I don't have either of those T-shirts anymore, though. I wish I did.

March 16, 2023

My Brother Was a Monkey

My brother was a monkey.

Not really, of course. But many years ago – many years ago, like forty-five or so – he liked to climb things, like this chair in my grandmother's house:

and this tree in my grandmother's backyard:

Also shown in this picture are my cousins Carrie and Heather

and this door frame in my grandmother's house:


 .

Come to think of it, maybe he was only a monkey at my grandmother's house!

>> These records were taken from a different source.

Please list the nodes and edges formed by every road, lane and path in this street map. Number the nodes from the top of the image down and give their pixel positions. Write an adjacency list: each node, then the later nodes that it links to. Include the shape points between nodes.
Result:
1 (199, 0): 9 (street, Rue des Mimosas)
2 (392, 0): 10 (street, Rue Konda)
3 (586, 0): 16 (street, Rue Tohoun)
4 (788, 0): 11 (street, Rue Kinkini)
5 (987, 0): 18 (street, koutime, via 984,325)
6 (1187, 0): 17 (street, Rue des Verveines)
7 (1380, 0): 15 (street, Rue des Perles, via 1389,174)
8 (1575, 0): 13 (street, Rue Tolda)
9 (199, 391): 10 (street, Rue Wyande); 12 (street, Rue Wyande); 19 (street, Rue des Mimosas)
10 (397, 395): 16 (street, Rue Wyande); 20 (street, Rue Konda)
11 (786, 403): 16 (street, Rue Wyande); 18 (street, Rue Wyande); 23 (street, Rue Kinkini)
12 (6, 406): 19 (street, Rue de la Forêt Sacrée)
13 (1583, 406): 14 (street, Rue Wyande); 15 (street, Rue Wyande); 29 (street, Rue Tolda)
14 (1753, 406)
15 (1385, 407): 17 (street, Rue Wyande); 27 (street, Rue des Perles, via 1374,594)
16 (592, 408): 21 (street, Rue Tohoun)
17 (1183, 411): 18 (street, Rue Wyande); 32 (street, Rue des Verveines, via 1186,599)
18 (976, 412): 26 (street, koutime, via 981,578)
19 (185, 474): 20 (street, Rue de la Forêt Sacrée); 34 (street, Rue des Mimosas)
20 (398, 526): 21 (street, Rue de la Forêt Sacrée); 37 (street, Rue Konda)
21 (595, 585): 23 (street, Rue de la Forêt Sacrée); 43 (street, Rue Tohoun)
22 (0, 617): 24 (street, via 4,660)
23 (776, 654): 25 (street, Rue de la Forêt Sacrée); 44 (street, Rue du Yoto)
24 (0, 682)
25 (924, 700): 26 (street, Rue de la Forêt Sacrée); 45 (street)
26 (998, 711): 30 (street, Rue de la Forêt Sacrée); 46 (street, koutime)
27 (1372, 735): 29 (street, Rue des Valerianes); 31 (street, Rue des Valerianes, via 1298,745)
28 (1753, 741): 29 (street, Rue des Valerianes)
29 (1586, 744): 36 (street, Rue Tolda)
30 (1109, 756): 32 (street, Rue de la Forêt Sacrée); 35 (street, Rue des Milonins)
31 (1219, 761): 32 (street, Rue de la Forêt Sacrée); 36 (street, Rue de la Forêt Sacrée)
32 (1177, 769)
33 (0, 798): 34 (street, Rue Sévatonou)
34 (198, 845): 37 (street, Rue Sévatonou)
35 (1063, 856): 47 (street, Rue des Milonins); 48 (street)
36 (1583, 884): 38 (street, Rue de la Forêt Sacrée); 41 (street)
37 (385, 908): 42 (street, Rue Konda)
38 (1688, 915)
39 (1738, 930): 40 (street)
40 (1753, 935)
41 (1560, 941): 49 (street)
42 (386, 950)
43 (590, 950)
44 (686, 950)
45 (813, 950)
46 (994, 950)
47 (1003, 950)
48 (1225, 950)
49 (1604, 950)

In any case, what I prize about old photographs like these is not just that they remind us what we used to be like – including the fact that my brother was a monkey, which I had completely forgotten – but also that they remind us what the places we used to spend our time were like. I especially love pictures taken at my grandmother's house; I always see things in them I hadn't thought about in years – like the painting of the man praying over his bread on the wall of that eating area just behind Jeff in the second door-frame-climbing picture; and the flowerdy wallpaper on that same wall; and the flowerdy curtains and flowerdy seat-cushion in that same room, which you can't see in the bottom picture of Jeff clinging to the top of the door frame, but which you can see through the open door on the right side of the frame in the first picture above, the chair-climbing picture, and which you can see (the curtains, at least) have been changed by the time the third picture above, the one where Jeff is preparing to climb the door frame, was made, two or three years later; and the black bell on the wall just beside the door frame Jeff is climbing; and the black telephone mounted to the wall on the other side of the door frame; and the lighting fixtures; the plastic plants; the furniture…. It's all precious to see now, and it all fills me with that combination of happiness and melancholy that is nostalgia.

I've written this before, but though there are many wonderful things about my life now, sometimes I really miss the life I had forty-five years ago. And not just because my brother was a monkey.

And also not because, apparently, Tab was readily available back then.